[[ Entries provided, beginning ]]

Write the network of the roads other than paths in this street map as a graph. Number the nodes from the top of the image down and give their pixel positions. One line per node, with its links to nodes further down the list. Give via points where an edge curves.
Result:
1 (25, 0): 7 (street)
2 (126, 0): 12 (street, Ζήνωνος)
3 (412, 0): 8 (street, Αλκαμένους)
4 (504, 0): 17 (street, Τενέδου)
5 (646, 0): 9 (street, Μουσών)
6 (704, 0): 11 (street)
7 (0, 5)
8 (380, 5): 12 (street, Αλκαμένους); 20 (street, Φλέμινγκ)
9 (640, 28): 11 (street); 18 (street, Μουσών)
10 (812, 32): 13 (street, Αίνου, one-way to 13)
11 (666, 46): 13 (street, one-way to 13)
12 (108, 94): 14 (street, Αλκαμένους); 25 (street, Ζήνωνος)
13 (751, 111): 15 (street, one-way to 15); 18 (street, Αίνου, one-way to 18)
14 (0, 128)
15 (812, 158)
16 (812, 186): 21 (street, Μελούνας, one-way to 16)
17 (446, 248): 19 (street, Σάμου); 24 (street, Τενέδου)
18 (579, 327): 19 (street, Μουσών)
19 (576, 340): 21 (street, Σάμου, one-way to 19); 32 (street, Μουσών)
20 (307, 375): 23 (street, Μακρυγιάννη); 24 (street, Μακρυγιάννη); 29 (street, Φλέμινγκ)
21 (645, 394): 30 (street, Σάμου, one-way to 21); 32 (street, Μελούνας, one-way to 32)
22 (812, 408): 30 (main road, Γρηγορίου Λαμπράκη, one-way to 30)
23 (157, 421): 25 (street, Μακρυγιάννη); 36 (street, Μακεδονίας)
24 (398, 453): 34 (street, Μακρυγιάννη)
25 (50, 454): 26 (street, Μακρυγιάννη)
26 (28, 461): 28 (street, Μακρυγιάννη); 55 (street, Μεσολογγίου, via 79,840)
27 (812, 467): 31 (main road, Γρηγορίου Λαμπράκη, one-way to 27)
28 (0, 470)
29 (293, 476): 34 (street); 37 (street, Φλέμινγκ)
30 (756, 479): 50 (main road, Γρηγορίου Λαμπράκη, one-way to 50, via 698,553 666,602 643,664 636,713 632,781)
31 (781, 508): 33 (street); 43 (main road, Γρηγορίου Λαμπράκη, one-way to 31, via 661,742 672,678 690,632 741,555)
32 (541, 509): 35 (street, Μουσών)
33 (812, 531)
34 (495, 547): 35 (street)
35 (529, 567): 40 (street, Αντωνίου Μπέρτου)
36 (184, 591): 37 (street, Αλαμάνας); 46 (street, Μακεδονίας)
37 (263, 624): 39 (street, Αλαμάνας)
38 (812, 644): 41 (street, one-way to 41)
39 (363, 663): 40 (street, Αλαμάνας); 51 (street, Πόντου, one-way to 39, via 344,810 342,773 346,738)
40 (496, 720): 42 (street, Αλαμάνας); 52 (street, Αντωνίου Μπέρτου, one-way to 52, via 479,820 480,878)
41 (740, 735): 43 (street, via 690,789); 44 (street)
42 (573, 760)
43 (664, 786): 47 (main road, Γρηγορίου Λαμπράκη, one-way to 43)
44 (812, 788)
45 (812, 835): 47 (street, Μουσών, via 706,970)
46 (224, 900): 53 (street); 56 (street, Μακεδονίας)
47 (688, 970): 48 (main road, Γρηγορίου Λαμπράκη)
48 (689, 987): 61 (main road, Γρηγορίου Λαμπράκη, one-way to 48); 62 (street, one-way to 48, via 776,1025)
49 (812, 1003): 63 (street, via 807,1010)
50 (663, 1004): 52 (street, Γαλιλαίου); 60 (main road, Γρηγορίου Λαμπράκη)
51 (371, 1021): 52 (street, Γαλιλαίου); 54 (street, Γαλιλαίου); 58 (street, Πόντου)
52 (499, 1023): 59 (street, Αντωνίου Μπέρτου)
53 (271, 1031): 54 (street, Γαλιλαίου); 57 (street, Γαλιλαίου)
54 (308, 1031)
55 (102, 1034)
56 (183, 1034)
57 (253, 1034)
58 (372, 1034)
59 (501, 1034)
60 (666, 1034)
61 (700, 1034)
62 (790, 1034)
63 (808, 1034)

[[ Entries provided, end ]]

**Exercise details**
Would you repeat each line above exactly as it stands?

**Output for this exercise**
Write the network of the roads other than paths in this street map as a graph. Number the nodes from the top of the image down and give their pixel positions. One line per node, with its links to nodes further down the list. Give via points where an edge curves.
Result:
1 (25, 0): 7 (street)
2 (126, 0): 12 (street, Ζήνωνος)
3 (412, 0): 8 (street, Αλκαμένους)
4 (504, 0): 17 (street, Τενέδου)
5 (646, 0): 9 (street, Μουσών)
6 (704, 0): 11 (street)
7 (0, 5)
8 (380, 5): 12 (street, Αλκαμένους); 20 (street, Φλέμινγκ)
9 (640, 28): 11 (street); 18 (street, Μουσών)
10 (812, 32): 13 (street, Αίνου, one-way to 13)
11 (666, 46): 13 (street, one-way to 13)
12 (108, 94): 14 (street, Αλκαμένους); 25 (street, Ζήνωνος)
13 (751, 111): 15 (street, one-way to 15); 18 (street, Αίνου, one-way to 18)
14 (0, 128)
15 (812, 158)
16 (812, 186): 21 (street, Μελούνας, one-way to 16)
17 (446, 248): 19 (street, Σάμου); 24 (street, Τενέδου)
18 (579, 327): 19 (street, Μουσών)
19 (576, 340): 21 (street, Σάμου, one-way to 19); 32 (street, Μουσών)
20 (307, 375): 23 (street, Μακρυγιάννη); 24 (street, Μακρυγιάννη); 29 (street, Φλέμινγκ)
21 (645, 394): 30 (street, Σάμου, one-way to 21); 32 (street, Μελούνας, one-way to 32)
22 (812, 408): 30 (main road, Γρηγορίου Λαμπράκη, one-way to 30)
23 (157, 421): 25 (street, Μακρυγιάννη); 36 (street, Μακεδονίας)
24 (398, 453): 34 (street, Μακρυγιάννη)
25 (50, 454): 26 (street, Μακρυγιάννη)
26 (28, 461): 28 (street, Μακρυγιάννη); 55 (street, Μεσολογγίου, via 79,840)
27 (812, 467): 31 (main road, Γρηγορίου Λαμπράκη, one-way to 27)
28 (0, 470)
29 (293, 476): 34 (street); 37 (street, Φλέμινγκ)
30 (756, 479): 50 (main road, Γρηγορίου Λαμπράκη, one-way to 50, via 698,553 666,602 643,664 636,713 632,781)
31 (781, 508): 33 (street); 43 (main road, Γρηγορίου Λαμπράκη, one-way to 31, via 661,742 672,678 690,632 741,555)
32 (541, 509): 35 (street, Μουσών)
33 (812, 531)
34 (495, 547): 35 (street)
35 (529, 567): 40 (street, Αντωνίου Μπέρτου)
36 (184, 591): 37 (street, Αλαμάνας); 46 (street, Μακεδονίας)
37 (263, 624): 39 (street, Αλαμάνας)
38 (812, 644): 41 (street, one-way to 41)
39 (363, 663): 40 (street, Αλαμάνας); 51 (street, Πόντου, one-way to 39, via 344,810 342,773 346,738)
40 (496, 720): 42 (street, Αλαμάνας); 52 (street, Αντωνίου Μπέρτου, one-way to 52, via 479,820 480,878)
41 (740, 735): 43 (street, via 690,789); 44 (street)
42 (573, 760)
43 (664, 786): 47 (main road, Γρηγορίου Λαμπράκη, one-way to 43)
44 (812, 788)
45 (812, 835): 47 (street, Μουσών, via 706,970)
46 (224, 900): 53 (street); 56 (street, Μακεδονίας)
47 (688, 970): 48 (main road, Γρηγορίου Λαμπράκη)
48 (689, 987): 61 (main road, Γρηγορίου Λαμπράκη, one-way to 48); 62 (street, one-way to 48, via 776,1025)
49 (812, 1003): 63 (street, via 807,1010)
50 (663, 1004): 52 (street, Γαλιλαίου); 60 (main road, Γρηγορίου Λαμπράκη)
51 (371, 1021): 52 (street, Γαλιλαίου); 54 (street, Γαλιλαίου); 58 (street, Πόντου)
52 (499, 1023): 59 (street, Αντωνίου Μπέρτου)
53 (271, 1031): 54 (street, Γαλιλαίου); 57 (street, Γαλιλαίου)
54 (308, 1031)
55 (102, 1034)
56 (183, 1034)
57 (253, 1034)
58 (372, 1034)
59 (501, 1034)
60 (666, 1034)
61 (700, 1034)
62 (790, 1034)
63 (808, 1034)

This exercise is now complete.